A costa de los militares eternamente presos y condenados, Labayru ha empezado a sentir más confianza después de tantos años de supuesta maledicencia.
“Yo estoy entre las indultadas, porque me he portado tan bien en todo este tiempo que a ver quién me dice algo”, desafía. “Ahora me ponen alfombra roja, reconocen que soy una de las testimoniantes fundamentales de la causa ESMA. Parezco muy petulante, pero es así. Testimonios que resultaron valiosísimos y judicialmente intachables. No lloraba, no me iba por las ramas. Pero todavía a algunos se les escapa eso de ‘vos acompañaste a Astiz’, o ‘los marinos y algunas montoneras tuvieron relaciones’”.
RESQUEMORES
Pero algún resquemor subsiste. Consultado por Guerriero, otro montonero sobreviviente de la ESMA, Martín Gras (el maquiavélico “Chacho” de Recuerdo de la muerte), eludió responder a sus preguntas. “Si ya está en contacto con Silvia nadie mejor que ella para relatar/interpretar su propia historia. Tengo como política testimoniar solamente sobre los verdugos y no sobre las víctimas”, se excusó.
Desorientada, Guerriero interrogó a Labayru por el silencio de Gras.
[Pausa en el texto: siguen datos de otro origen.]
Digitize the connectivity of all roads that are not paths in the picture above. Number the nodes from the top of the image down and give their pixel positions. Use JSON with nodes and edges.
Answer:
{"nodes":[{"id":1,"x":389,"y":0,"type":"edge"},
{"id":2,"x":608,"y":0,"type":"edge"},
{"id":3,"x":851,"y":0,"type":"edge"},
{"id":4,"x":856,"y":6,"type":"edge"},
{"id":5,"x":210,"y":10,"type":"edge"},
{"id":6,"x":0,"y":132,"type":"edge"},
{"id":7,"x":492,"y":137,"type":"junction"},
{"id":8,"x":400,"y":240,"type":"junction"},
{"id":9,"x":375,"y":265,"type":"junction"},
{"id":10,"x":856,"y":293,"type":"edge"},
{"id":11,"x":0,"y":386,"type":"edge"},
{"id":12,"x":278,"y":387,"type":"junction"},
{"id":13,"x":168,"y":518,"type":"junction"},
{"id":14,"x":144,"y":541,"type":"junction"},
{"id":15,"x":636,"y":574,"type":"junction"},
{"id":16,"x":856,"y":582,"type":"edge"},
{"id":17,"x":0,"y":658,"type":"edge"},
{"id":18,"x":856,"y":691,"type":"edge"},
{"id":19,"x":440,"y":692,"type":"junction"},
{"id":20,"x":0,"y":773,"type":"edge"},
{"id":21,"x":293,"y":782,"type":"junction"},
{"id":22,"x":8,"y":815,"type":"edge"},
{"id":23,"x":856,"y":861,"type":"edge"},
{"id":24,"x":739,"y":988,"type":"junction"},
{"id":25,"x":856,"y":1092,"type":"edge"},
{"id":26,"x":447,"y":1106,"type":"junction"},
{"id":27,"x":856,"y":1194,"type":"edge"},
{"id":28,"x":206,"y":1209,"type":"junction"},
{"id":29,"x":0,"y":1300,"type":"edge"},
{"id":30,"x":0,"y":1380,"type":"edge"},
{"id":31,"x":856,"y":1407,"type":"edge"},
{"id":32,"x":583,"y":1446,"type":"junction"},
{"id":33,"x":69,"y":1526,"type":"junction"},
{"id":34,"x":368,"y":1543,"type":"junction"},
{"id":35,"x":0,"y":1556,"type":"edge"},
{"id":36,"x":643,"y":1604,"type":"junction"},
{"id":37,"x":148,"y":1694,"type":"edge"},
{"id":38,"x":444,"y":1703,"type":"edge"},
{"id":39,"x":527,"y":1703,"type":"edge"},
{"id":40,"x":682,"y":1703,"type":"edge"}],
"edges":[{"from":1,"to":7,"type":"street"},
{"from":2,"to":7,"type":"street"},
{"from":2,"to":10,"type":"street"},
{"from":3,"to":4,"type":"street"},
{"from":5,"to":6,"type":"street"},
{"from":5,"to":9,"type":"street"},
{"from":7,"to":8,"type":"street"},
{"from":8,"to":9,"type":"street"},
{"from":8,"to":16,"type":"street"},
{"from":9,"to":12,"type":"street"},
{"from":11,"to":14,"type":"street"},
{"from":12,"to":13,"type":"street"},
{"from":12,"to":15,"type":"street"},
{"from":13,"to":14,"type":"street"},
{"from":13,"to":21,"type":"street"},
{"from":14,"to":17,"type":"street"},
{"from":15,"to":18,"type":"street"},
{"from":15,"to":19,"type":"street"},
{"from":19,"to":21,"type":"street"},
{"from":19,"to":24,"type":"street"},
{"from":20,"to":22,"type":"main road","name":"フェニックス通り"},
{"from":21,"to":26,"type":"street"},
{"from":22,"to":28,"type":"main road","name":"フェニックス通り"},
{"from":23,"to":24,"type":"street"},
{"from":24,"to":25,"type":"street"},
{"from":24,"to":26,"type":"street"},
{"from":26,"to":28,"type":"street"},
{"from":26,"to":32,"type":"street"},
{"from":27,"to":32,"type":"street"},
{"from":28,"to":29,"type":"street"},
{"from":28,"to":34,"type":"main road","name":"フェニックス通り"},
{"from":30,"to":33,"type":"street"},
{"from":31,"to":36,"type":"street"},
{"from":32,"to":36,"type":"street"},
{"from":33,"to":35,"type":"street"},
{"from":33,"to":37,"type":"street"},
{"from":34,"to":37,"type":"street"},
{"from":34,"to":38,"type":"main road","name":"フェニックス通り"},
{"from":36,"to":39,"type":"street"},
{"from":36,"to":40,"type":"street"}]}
Ella respondió lo siguiente: “Yo qué sé, Leila. Entre otras cosas porque sabe que yo sé muchas cosas que no le gusta que yo sepa, y tiene miedo de que yo pueda no guardar el silencio revolucionario correspondiente. Esa es una razón, seguro. Luego, si hay otra, no lo sé. Yo me porté muy bien con él”.
Ni memoria, ni verdad, ni justicia: “el silencio revolucionario correspondiente”.
“¿Cuántas cosas, nunca dichas, hay en esta historia?”, se pregunta Guerriero hacia el final del libro. Se refiere a las asombrosas peripecias de su biografiada. Pero con todo derecho la duda puede extenderse a la historia increíble que insisten en contarnos sobre los interminables años 70.